11 June 2008

"We're Not Searching The River."



Today the FBI and US Marshals said they aren't even going to bother dredging the river because no one believes Sam Israel actually took the 156-foot plunge saying Israel was "a con artist, and this could be his last, greatest con."

Israel was out on bail, and had been due to surrender to Fort Devens federal prison in Ayer, Massachusetts by 2 p.m. Monday. That morning, he said goodbye to his girlfriend at his Westchester home. He told her he was "going to prison" like he was going to the store for a pack of smokes.

The former CEO of the shamed & defunct hedge-fund firm Bayou Management LLC was facing 20 years in prison for defrauding his investors of hundreds of millions dollars.

Israel, the architect of one of Wall Street's highest profile scams, who also has a history of depression, an addiction to painkillers and wears a pacemaker, is believed to have stashed money around the globe and may have bought a phony passport after surrendering his own in 2005.

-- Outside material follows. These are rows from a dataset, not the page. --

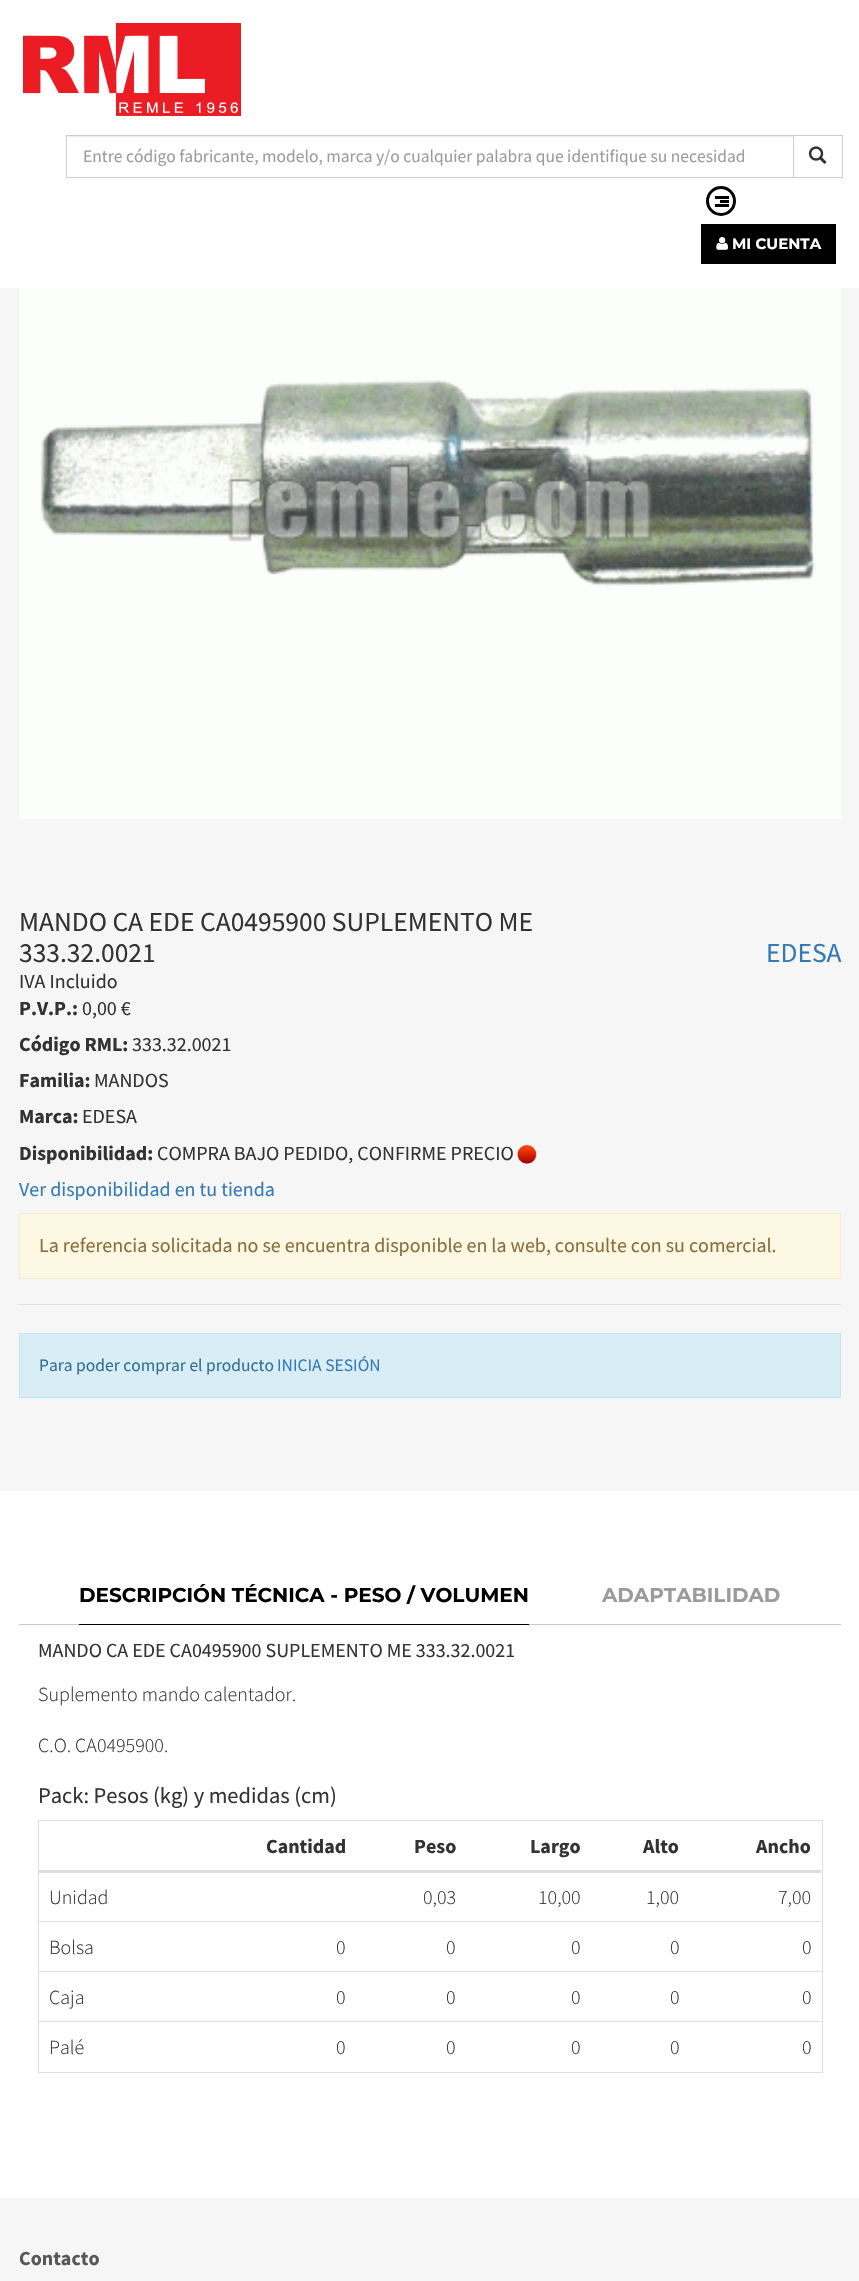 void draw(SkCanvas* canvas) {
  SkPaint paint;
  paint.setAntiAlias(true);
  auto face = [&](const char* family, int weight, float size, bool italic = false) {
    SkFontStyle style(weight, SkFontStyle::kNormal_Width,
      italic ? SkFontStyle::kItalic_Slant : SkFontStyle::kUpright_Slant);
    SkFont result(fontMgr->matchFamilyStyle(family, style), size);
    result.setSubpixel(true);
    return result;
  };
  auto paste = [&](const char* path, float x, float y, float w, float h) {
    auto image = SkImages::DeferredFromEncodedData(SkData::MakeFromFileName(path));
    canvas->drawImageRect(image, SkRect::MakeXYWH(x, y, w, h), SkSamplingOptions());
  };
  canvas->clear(0xffffffff);
  paste("img/1.png", 23, 23, 218, 93);
  paint.setColor(0xffececec);
  canvas->drawRect(SkRect::MakeXYWH(68, 136, 725, 1), paint);
  paint.setStroke(true);
  paint.setStrokeWidth(1);
  paint.setColor(0xffcccccc);
  canvas->drawRect(SkRect::MakeXYWH(66.5f, 135.5f, 727, 42), paint);
  canvas->drawRect(SkRect::MakeXYWH(793.5f, 135.5f, 49, 42), paint);
  paste("img/2.png", 808, 146, 19, 18);
  paint.setStrokeWidth(3);
  paint.setColor(0xff000000);
  canvas->drawCircle(721, 201, 13.5f, paint);
  paint.setStroke(false);
  {
    const struct { float x, y, w, h; SkColor color; } items[] = {
      {715, 196, 14, 3, 0xff000000},
      {720, 200, 9, 3, 0xff000000},
      {715, 204, 14, 3, 0xff000000},
      {701, 224, 135, 40, 0xff000000},
    };
    for (auto [x, y, w, h, color] : items) {
      paint.setColor(color);
      canvas->drawRect(SkRect::MakeXYWH(x, y, w, h), paint);
    }
  }
  paste("img/3.png", 716, 237, 12, 13);
  paint.setColor(0xfff6f6f6);
  canvas->drawRect(SkRect::MakeXYWH(0, 288, 859, 1203), paint);
  paste("img/4.png", 19, 288, 822, 531);
  paint.setColor(0xffe1e1e1);
  canvas->drawRect(SkRect::MakeXYWH(19, 1304, 822, 1), paint);
  paste("img/5.png", 517, 1145, 20, 19);
  paint.setColor(0xfffcf8e3);
  canvas->drawRect(SkRect::MakeXYWH(19.5f, 1213.5f, 821, 65), paint);
  paint.setStroke(true);
  paint.setStrokeWidth(1);
  paint.setColor(0xfffaebcc);
  canvas->drawRect(SkRect::MakeXYWH(19.5f, 1213.5f, 821, 65), paint);
  paint.setStroke(false);
  paint.setColor(0xffd9edf7);
  canvas->drawRect(SkRect::MakeXYWH(19.5f, 1333.5f, 821, 64), paint);
  paint.setStroke(true);
  paint.setColor(0xffbce8f1);
  canvas->drawRect(SkRect::MakeXYWH(19.5f, 1333.5f, 821, 64), paint);
  paint.setStroke(false);
  paint.setColor(0xffc8c8c8);
  canvas->drawRect(SkRect::MakeXYWH(19, 1624, 822, 1), paint);
  paint.setColor(0xff000000);
  canvas->drawRect(SkRect::MakeXYWH(79, 1624, 450, 1), paint);
  paint.setStroke(true);
  paint.setColor(0xffdddddd);
  canvas->drawRect(SkRect::MakeXYWH(38.5f, 1820.5f, 784, 252), paint);
  paint.setStroke(false);
  {
    const struct { float x, y, w, h; SkColor color; } items[] = {
      {39, 1870, 782, 3, 0xffdddddd},
      {39, 1921, 782, 1, 0xffdddddd},
      {39, 1971, 782, 1, 0xffdddddd},
      {39, 2021, 782, 1, 0xffdddddd},
      {0, 2198, 859, 83, 0xfff6f6f6},
    };
    for (auto [x, y, w, h, color] : items) {
      paint.setColor(color);
      canvas->drawRect(SkRect::MakeXYWH(x, y, w, h), paint);
    }
  }
  auto f0 = face("Source Sans Pro", 400, 17.5f);
  paint.setColor(0xff9b9b9b);
  canvas->drawString("Entre código fabricante, modelo, marca y/o cualquier palabra que identifique su necesidad", 83, 162, f0, paint);
  auto f1 = face("Montserrat", 700, 15);
  paint.setColor(0xffffffff);
  canvas->drawString("MI CUENTA", 732, 249, f1, paint);
  auto f2 = face("Source Sans Pro", 400, 27.5f);
  paint.setColor(0xff333333);
  canvas->drawString("MANDO CA EDE CA0495900 SUPLEMENTO ME", 19, 931, f2, paint);
  canvas->drawString("333.32.0021", 19, 962, f2, paint);
  paint.setColor(0xff337ab7);
  canvas->drawString("EDESA", 766, 962, f2, paint);
  auto f3 = face("Source Sans Pro", 400, 20);
  paint.setColor(0xff333333);
  canvas->drawString("IVA Incluido", 19, 988, f3, paint);
  auto f4 = face("Source Sans Pro", 700, 20);
  canvas->drawString("P.V.P.:", 19, 1015, f4, paint);
  canvas->drawString("0,00 €", 82, 1015, f3, paint);
  canvas->drawString("Código RML:", 19, 1051, f4, paint);
  canvas->drawString("333.32.0021", 132, 1051, f3, paint);
  canvas->drawString("Familia:", 19, 1087, f4, paint);
  canvas->drawString("MANDOS", 94, 1087, f3, paint);
  canvas->drawString("Marca:", 19, 1123, f4, paint);
  canvas->drawString("EDESA", 82, 1123, f3, paint);
  canvas->drawString("Disponibilidad:", 19, 1160, f4, paint);
  canvas->drawString("COMPRA BAJO PEDIDO, CONFIRME PRECIO", 157, 1160, f3, paint);
  paint.setColor(0xff337ab7);
  canvas->drawString("Ver disponibilidad en tu tienda", 19, 1196, f3, paint);
  paint.setColor(0xff8a6d3b);
  canvas->drawString("La referencia solicitada no se encuentra disponible en la web, consulte con su comercial.", 39, 1252, f3, paint);
  paint.setColor(0xff31708f);
  canvas->drawString("Para poder comprar el producto", 39, 1371, f0, paint);
  paint.setColor(0xff337ab7);
  canvas->drawString("INICIA SESIÓN", 277, 1371, f0, paint);
  auto f5 = face("Montserrat", 700, 20);
  paint.setColor(0xff000000);
  canvas->drawString("DESCRIPCIÓN TÉCNICA - PESO / VOLUMEN", 79, 1602, f5, paint);
  paint.setColor(0xff9b9b9b);
  canvas->drawString("ADAPTABILIDAD", 602, 1602, f5, paint);
  paint.setColor(0xff333333);
  canvas->drawString("MANDO CA EDE CA0495900 SUPLEMENTO ME 333.32.0021", 38, 1657, f3, paint);
  auto f6 = face("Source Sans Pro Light", 300, 20);
  canvas->drawString("Suplemento mando calentador.", 38, 1701, f6, paint);
  canvas->drawString("C.O. CA0495900.", 38, 1752, f6, paint);
  auto f7 = face("Source Sans Pro", 400, 22.5f);
  canvas->drawString("Pack: Pesos (kg) y medidas (cm)", 38, 1803, f7, paint);
  {
    const struct { const char* s; float x, y; } items[] = {
      {"Cantidad", 266, 1853},
      {"Peso", 414, 1853},
      {"Largo", 530, 1853},
      {"Alto", 643, 1853},
      {"Ancho", 756, 1853},
    };
    for (auto [s, x, y] : items) {
      canvas->drawString(s, x, y, f4, paint);
    }
  }
  {
    const struct { const char* s; float x, y; } items[] = {
      {"Unidad", 49, 1904},
      {"0,03", 423, 1904},
      {"10,00", 538, 1904},
      {"1,00", 646, 1904},
      {"7,00", 778, 1904},
      {"Bolsa", 49, 1954},
      {"0", 336, 1954},
      {"0", 446, 1954},
      {"0", 571, 1954},
      {"0", 670, 1954},
      {"0", 802, 1954},
      {"Caja", 49, 2004},
      {"0", 336, 2004},
      {"0", 446, 2004},
      {"0", 571, 2004},
      {"0", 670, 2004},
      {"0", 802, 2004},
      {"Palé", 49, 2054},
      {"0", 336, 2054},
      {"0", 446, 2054},
      {"0", 571, 2054},
      {"0", 670, 2054},
      {"0", 802, 2054},
    };
    for (auto [s, x, y] : items) {
      canvas->drawString(s, x, y, f6, paint);
    }
  }
  paint.setColor(0xff575757);
  canvas->drawString("Contacto", 19, 2265, f4, paint);
}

The 48-year-old Israel, a scion of a prominent New Orleans family, had scrawled "Suicide is Painless" with his finger in pollen dust on the hood of his modest 2006 GMC Envoy. "Suicide is Painless" is the title to the theme song from M*A*S*H. Gross.

The words were surrounded by pine needles stuck to the hood suggesting that his Dear John was written someplace other than on the bridge. There are more than a dozen pine trees along Israel's driveway, but none anywhere near the Bear Mountain bridge which is about 40 miles north of New York City and connects Westchester and Orange County.

Israel's Bayou Management LLC was a hedge fund in the suburbs of Connecticut, the home of many huge hedge funds. Israel was not broadly known on Wall Street but he and his family were well known among active traders and well-connected. Israel was a day trader with a reputation for making money.

This is just the latest chapter in a scandal that rocked the investment world in 2005 costing investors nearly $450m.


At the end of a long private road leading to a circular drive with two heavy urns positioned to prevent access stands Israel's 1920’s-era stone mansion in Mount Kisco, which he rented for $32,000 a month from Donald Trump.